[Dataset entries]
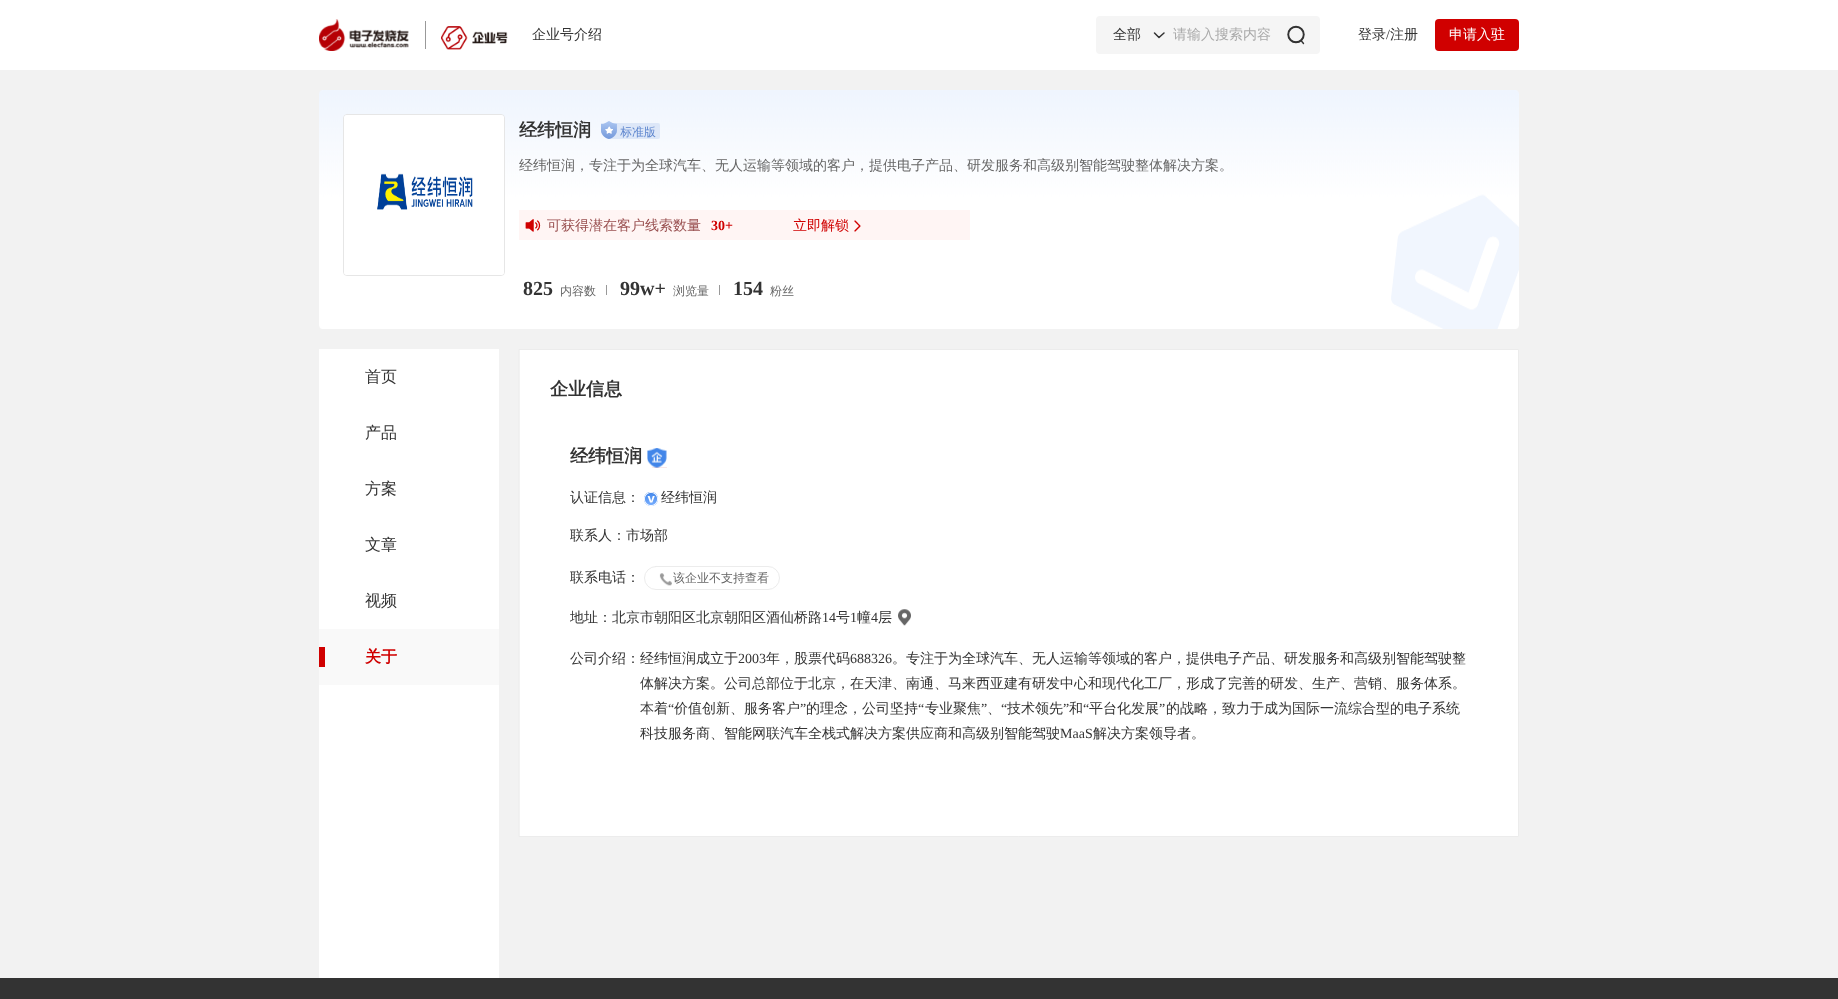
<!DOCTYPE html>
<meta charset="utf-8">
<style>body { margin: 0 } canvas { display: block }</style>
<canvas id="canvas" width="1838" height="999"></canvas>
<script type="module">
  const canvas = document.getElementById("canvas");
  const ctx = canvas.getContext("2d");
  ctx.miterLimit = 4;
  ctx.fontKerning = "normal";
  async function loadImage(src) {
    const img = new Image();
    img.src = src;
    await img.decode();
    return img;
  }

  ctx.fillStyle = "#f2f2f2";
  ctx.fillRect(0, 0, 1838, 999);
  ctx.fillStyle = "#ffffff";
  ctx.fillRect(0, 0, 1838, 70);
  ctx.drawImage(await loadImage("img1.png"), 319, 19, 90, 32);
  ctx.fillStyle = "#999999";
  ctx.fillRect(425, 21, 1, 28);
  ctx.drawImage(await loadImage("img2.png"), 441, 26, 67, 24);
  ctx.font = "500 14px WenQuanYi Zen Hei";
  ctx.fillStyle = "#333333";
  ctx.fillText("企业号介绍", 532, 39);
  ctx.fillStyle = "#f5f5f5";
  ctx.beginPath();
  ctx.roundRect(1096, 16, 224, 38, 4);
  ctx.fill();
  ctx.fillStyle = "#333333";
  ctx.fillText("全部", 1113, 39);
  ctx.beginPath();
  ctx.moveTo(1164, 33);
  ctx.lineTo(1159, 37.5);
  ctx.lineTo(1154.5, 33);
  ctx.strokeStyle = "#333333";
  ctx.lineWidth = 1.5;
  ctx.lineCap = "round";
  ctx.lineJoin = "round";
  ctx.stroke();
  ctx.fillStyle = "#aaaaaa";
  ctx.fillText("请输入搜索内容", 1173, 39);
  ctx.beginPath();
  ctx.arc(1296, 34.5, 8, 0, Math.PI * 2);
  ctx.lineWidth = 1.4;
  ctx.stroke();
  ctx.beginPath();
  ctx.arc(1296, 34.5, 7.5, 0, Math.PI * 2);
  ctx.stroke();
  ctx.beginPath();
  ctx.moveTo(1301, 40.5);
  ctx.lineTo(1303.5, 43.5);
  ctx.lineJoin = "miter";
  ctx.stroke();
  ctx.fillStyle = "#333333";
  ctx.fillText("登录", 1358, 39);
  ctx.font = "14px Liberation Serif";
  ctx.fillText("/", 1386, 39);
  ctx.font = "500 14px WenQuanYi Zen Hei";
  ctx.fillText("注册", 1390, 39);
  ctx.fillStyle = "#d00000";
  ctx.beginPath();
  ctx.roundRect(1435, 19, 84, 32, 4);
  ctx.fill();
  ctx.fillStyle = "#ffffff";
  ctx.fillText("申请入驻", 1449, 39);
  ctx.drawImage(await loadImage("img3.png"), 319, 90, 1200, 239);
  ctx.beginPath();
  ctx.roundRect(343.5, 114.5, 161, 161, 3.5);
  ctx.strokeStyle = "#e6e6e6";
  ctx.lineWidth = 1;
  ctx.stroke();
  ctx.drawImage(await loadImage("img4.png"), 344, 115, 160, 160);
  ctx.font = "bold 18px WenQuanYi Zen Hei";
  ctx.fillStyle = "#333333";
  ctx.fillText("经纬恒润", 519, 136);
  ctx.drawImage(await loadImage("img5.png"), 601, 121, 59, 18);
  ctx.font = "500 14px WenQuanYi Zen Hei";
  ctx.fillStyle = "#666666";
  ctx.fillText("经纬恒润，专注于为全球汽车、无人运输等领域的客户，提供电子产品、研发服务和高级别智能驾驶整体解决方案。", 519, 170);
  ctx.fillStyle = "#fff5f4";
  ctx.fillRect(519, 210, 451, 30);
  ctx.drawImage(await loadImage("img6.png"), 525, 219, 16, 13);
  ctx.fillStyle = "#9a5151";
  ctx.fillText("可获得潜在客户线索数量", 547, 230);
  ctx.font = "bold 14px Liberation Serif";
  ctx.fillStyle = "#d00000";
  ctx.fillText("30+", 711, 230);
  ctx.font = "500 14px WenQuanYi Zen Hei";
  ctx.fillText("立即解锁", 793, 230);
  ctx.drawImage(await loadImage("img7.png"), 854, 220, 7, 12);
  ctx.font = "bold 20px Liberation Serif";
  ctx.fillStyle = "#333333";
  ctx.fillText("825", 523, 295);
  ctx.font = "500 12px WenQuanYi Zen Hei";
  ctx.fillStyle = "#666666";
  ctx.fillText("内容数", 560, 295);
  ctx.fillStyle = "#999999";
  ctx.fillRect(606, 285, 1, 10);
  ctx.font = "bold 20px Liberation Serif";
  ctx.fillStyle = "#333333";
  ctx.fillText("99w+", 620, 295);
  ctx.font = "500 12px WenQuanYi Zen Hei";
  ctx.fillStyle = "#666666";
  ctx.fillText("浏览量", 673, 295);
  ctx.fillStyle = "#999999";
  ctx.fillRect(719, 285, 1, 10);
  ctx.font = "bold 20px Liberation Serif";
  ctx.fillStyle = "#333333";
  ctx.fillText("154", 733, 295);
  ctx.font = "500 12px WenQuanYi Zen Hei";
  ctx.fillStyle = "#666666";
  ctx.fillText("粉丝", 770, 295);
  ctx.fillStyle = "#ffffff";
  ctx.fillRect(319, 349, 180, 629);
  ctx.font = "500 16px WenQuanYi Zen Hei";
  ctx.fillStyle = "#333333";
  ctx.fillText("首页", 365, 382);
  ctx.fillText("产品", 365, 438);
  ctx.fillText("方案", 365, 494);
  ctx.fillText("文章", 365, 550);
  ctx.fillText("视频", 365, 606);
  ctx.fillStyle = "#f9f9f9";
  ctx.fillRect(319, 629, 180, 56);
  ctx.fillStyle = "#d00000";
  ctx.fillRect(319, 647, 6, 20);
  ctx.font = "bold 16px WenQuanYi Zen Hei";
  ctx.fillText("关于", 365, 662);
  ctx.fillStyle = "#ffffff";
  ctx.beginPath();
  ctx.rect(519.5, 349.5, 999, 487);
  ctx.fill();
  ctx.strokeStyle = "#ececec";
  ctx.stroke();
  ctx.font = "bold 18px WenQuanYi Zen Hei";
  ctx.fillStyle = "#333333";
  ctx.fillText("企业信息", 550, 395);
  ctx.fillText("经纬恒润", 570, 462);
  ctx.drawImage(await loadImage("img8.png"), 647, 448, 20, 20);
  ctx.font = "500 14px WenQuanYi Zen Hei";
  ctx.fillText("认证信息：", 570, 502);
  ctx.drawImage(await loadImage("img9.png"), 644, 492, 14, 14);
  ctx.fillText("经纬恒润", 661, 502);
  ctx.fillText("联系人：市场部", 570, 540);
  ctx.fillText("联系电话：", 570, 582);
  ctx.beginPath();
  ctx.roundRect(644.5, 566.5, 135, 23, 11.5);
  ctx.stroke();
  ctx.drawImage(await loadImage("img10.png"), 659, 573, 13, 13);
  ctx.font = "500 12px WenQuanYi Zen Hei";
  ctx.fillStyle = "#666666";
  ctx.fillText("该企业不支持查看", 673, 582);
  ctx.font = "500 14px WenQuanYi Zen Hei";
  ctx.fillStyle = "#333333";
  ctx.fillText("地址：北京市朝阳区北京朝阳区酒仙桥路", 570, 622);
  ctx.font = "14px Liberation Serif";
  ctx.fillText("14", 822, 622);
  ctx.font = "500 14px WenQuanYi Zen Hei";
  ctx.fillText("号", 836, 622);
  ctx.font = "14px Liberation Serif";
  ctx.fillText("1", 850, 622);
  ctx.font = "500 14px WenQuanYi Zen Hei";
  ctx.fillText("幢", 857, 622);
  ctx.font = "14px Liberation Serif";
  ctx.fillText("4", 871, 622);
  ctx.font = "500 14px WenQuanYi Zen Hei";
  ctx.fillText("层", 878, 622);
  ctx.drawImage(await loadImage("img11.png"), 898, 609, 13, 17);
  ctx.fillText("公司介绍：经纬恒润成立于", 570, 663);
  ctx.font = "14px Liberation Serif";
  ctx.fillText("2003", 738, 663);
  ctx.font = "500 14px WenQuanYi Zen Hei";
  ctx.fillText("年，股票代码", 766, 663);
  ctx.font = "14px Liberation Serif";
  ctx.fillText("688326", 850, 663);
  ctx.font = "500 14px WenQuanYi Zen Hei";
  ctx.fillText("。专注于为全球汽车、无人运输等领域的客户，提供电子产品、研发服务和高级别智能驾驶整", 892, 663);
  ctx.fillText("体解决方案。公司总部位于北京，在天津、南通、马来西亚建有研发中心和现代化工厂，形成了完善的研发、生产、营销、服务体系。", 640, 688);
  ctx.fillText("本着", 640, 713);
  ctx.font = "14px Liberation Serif";
  ctx.fillText("“", 668, 713);
  ctx.font = "500 14px WenQuanYi Zen Hei";
  ctx.fillText("价值创新、服务客户", 674, 713);
  ctx.font = "14px Liberation Serif";
  ctx.fillText("”", 800, 713);
  ctx.font = "500 14px WenQuanYi Zen Hei";
  ctx.fillText("的理念，公司坚持", 806, 713);
  ctx.font = "14px Liberation Serif";
  ctx.fillText("“", 918, 713);
  ctx.font = "500 14px WenQuanYi Zen Hei";
  ctx.fillText("专业聚焦", 925, 713);
  ctx.font = "14px Liberation Serif";
  ctx.fillText("”", 981, 713);
  ctx.fillText("“", 1001, 713);
  ctx.font = "500 14px WenQuanYi Zen Hei";
  ctx.fillText("技术领先", 1007, 713);
  ctx.font = "14px Liberation Serif";
  ctx.fillText("”", 1063, 713);
  ctx.font = "500 14px WenQuanYi Zen Hei";
  ctx.fillText("和", 1069, 713);
  ctx.font = "14px Liberation Serif";
  ctx.fillText("“", 1083, 713);
  ctx.font = "500 14px WenQuanYi Zen Hei";
  ctx.fillText("平台化发展", 1089, 713);
  ctx.font = "14px Liberation Serif";
  ctx.fillText("”", 1159, 713);
  ctx.font = "500 14px WenQuanYi Zen Hei";
  ctx.fillText("的战略，致力于成为国际一流综合型的电子系统", 1166, 713);
  ctx.fillText("、", 987, 713);
  ctx.fillText("科技服务商、智能网联汽车全栈式解决方案供应商和高级别智能驾驶", 640, 738);
  ctx.font = "14px Liberation Serif";
  ctx.fillText("MaaS", 1060, 738);
  ctx.font = "500 14px WenQuanYi Zen Hei";
  ctx.fillText("解决方案领导者。", 1093, 738);
  ctx.fillRect(0, 978, 1838, 21);
</script>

■ TASK TO CARRY OUT: Filter the data down to the lines that contain the string "专注于为全球汽车", and copy them.

■ OUTPUT FOR THIS TASK:
  ctx.fillText("经纬恒润，专注于为全球汽车、无人运输等领域的客户，提供电子产品、研发服务和高级别智能驾驶整体解决方案。", 519, 170);
  ctx.fillText("。专注于为全球汽车、无人运输等领域的客户，提供电子产品、研发服务和高级别智能驾驶整", 892, 663);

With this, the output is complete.